§ **Exercise directions**: Write out every entry once more, character for character.

§ **Data extracted from a collection**:

******************************

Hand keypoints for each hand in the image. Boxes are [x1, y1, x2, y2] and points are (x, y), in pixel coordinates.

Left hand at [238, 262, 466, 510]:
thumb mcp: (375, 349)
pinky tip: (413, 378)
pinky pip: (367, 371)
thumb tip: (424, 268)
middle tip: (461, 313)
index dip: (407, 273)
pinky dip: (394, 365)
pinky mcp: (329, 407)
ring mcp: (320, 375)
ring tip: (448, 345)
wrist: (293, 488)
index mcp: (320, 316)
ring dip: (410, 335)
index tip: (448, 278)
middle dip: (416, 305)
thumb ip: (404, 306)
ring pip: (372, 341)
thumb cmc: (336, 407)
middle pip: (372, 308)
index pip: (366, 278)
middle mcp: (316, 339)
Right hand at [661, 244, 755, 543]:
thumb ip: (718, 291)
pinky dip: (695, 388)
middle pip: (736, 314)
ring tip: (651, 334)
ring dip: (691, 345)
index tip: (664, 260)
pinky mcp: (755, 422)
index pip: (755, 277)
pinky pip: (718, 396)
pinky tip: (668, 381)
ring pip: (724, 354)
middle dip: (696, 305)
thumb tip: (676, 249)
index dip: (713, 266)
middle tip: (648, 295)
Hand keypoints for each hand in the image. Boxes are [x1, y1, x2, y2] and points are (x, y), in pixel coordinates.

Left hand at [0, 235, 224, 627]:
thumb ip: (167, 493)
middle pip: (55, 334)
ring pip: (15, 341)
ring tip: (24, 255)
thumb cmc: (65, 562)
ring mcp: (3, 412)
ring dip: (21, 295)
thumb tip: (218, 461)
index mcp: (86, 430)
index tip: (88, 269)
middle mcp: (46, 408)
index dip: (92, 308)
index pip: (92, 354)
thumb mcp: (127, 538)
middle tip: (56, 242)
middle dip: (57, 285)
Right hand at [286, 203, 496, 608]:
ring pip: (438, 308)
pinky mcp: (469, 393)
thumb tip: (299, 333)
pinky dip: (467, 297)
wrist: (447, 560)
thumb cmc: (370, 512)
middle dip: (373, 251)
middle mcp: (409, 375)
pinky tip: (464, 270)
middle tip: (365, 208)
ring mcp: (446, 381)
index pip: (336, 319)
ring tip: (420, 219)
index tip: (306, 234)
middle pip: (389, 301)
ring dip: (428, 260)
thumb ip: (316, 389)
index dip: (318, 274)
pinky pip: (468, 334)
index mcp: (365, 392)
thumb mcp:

******************************

§ **Exercise response**:
Hand keypoints for each hand in the image. Boxes are [x1, y1, x2, y2] and points are (x, y), in pixel coordinates.

Left hand at [238, 262, 466, 510]:
thumb mcp: (375, 349)
pinky tip: (413, 378)
pinky pip: (367, 371)
thumb tip: (424, 268)
middle tip: (461, 313)
index dip: (407, 273)
pinky dip: (394, 365)
pinky mcp: (329, 407)
ring mcp: (320, 375)
ring tip: (448, 345)
wrist: (293, 488)
index mcp: (320, 316)
ring dip: (410, 335)
index tip: (448, 278)
middle dip: (416, 305)
thumb ip: (404, 306)
ring pip: (372, 341)
thumb cmc: (336, 407)
middle pip: (372, 308)
index pip: (366, 278)
middle mcp: (316, 339)
Right hand at [661, 244, 755, 543]:
thumb ip: (718, 291)
pinky dip: (695, 388)
middle pip: (736, 314)
ring tip: (651, 334)
ring dip: (691, 345)
index tip: (664, 260)
pinky mcp: (755, 422)
index pip: (755, 277)
pinky pip: (718, 396)
pinky tip: (668, 381)
ring pip: (724, 354)
middle dip: (696, 305)
thumb tip: (676, 249)
index dip: (713, 266)
middle tip: (648, 295)
Hand keypoints for each hand in the image. Boxes are [x1, y1, x2, y2] and points are (x, y), in pixel coordinates.

Left hand at [0, 235, 224, 627]:
thumb ip: (167, 493)
middle pip: (55, 334)
ring pip: (15, 341)
ring tip: (24, 255)
thumb cmc: (65, 562)
ring mcp: (3, 412)
ring dip: (21, 295)
thumb tip: (218, 461)
index mcp: (86, 430)
index tip: (88, 269)
middle mcp: (46, 408)
index dip: (92, 308)
index pip: (92, 354)
thumb mcp: (127, 538)
middle tip: (56, 242)
middle dip: (57, 285)
Right hand at [286, 203, 496, 608]:
ring pip: (438, 308)
pinky mcp: (469, 393)
thumb tip: (299, 333)
pinky dip: (467, 297)
wrist: (447, 560)
thumb cmc: (370, 512)
middle dip: (373, 251)
middle mcp: (409, 375)
pinky tip: (464, 270)
middle tip: (365, 208)
ring mcp: (446, 381)
index pip: (336, 319)
ring tip: (420, 219)
index tip: (306, 234)
middle pip: (389, 301)
ring dip: (428, 260)
thumb ip: (316, 389)
index dip: (318, 274)
pinky pip: (468, 334)
index mcp: (365, 392)
thumb mcp:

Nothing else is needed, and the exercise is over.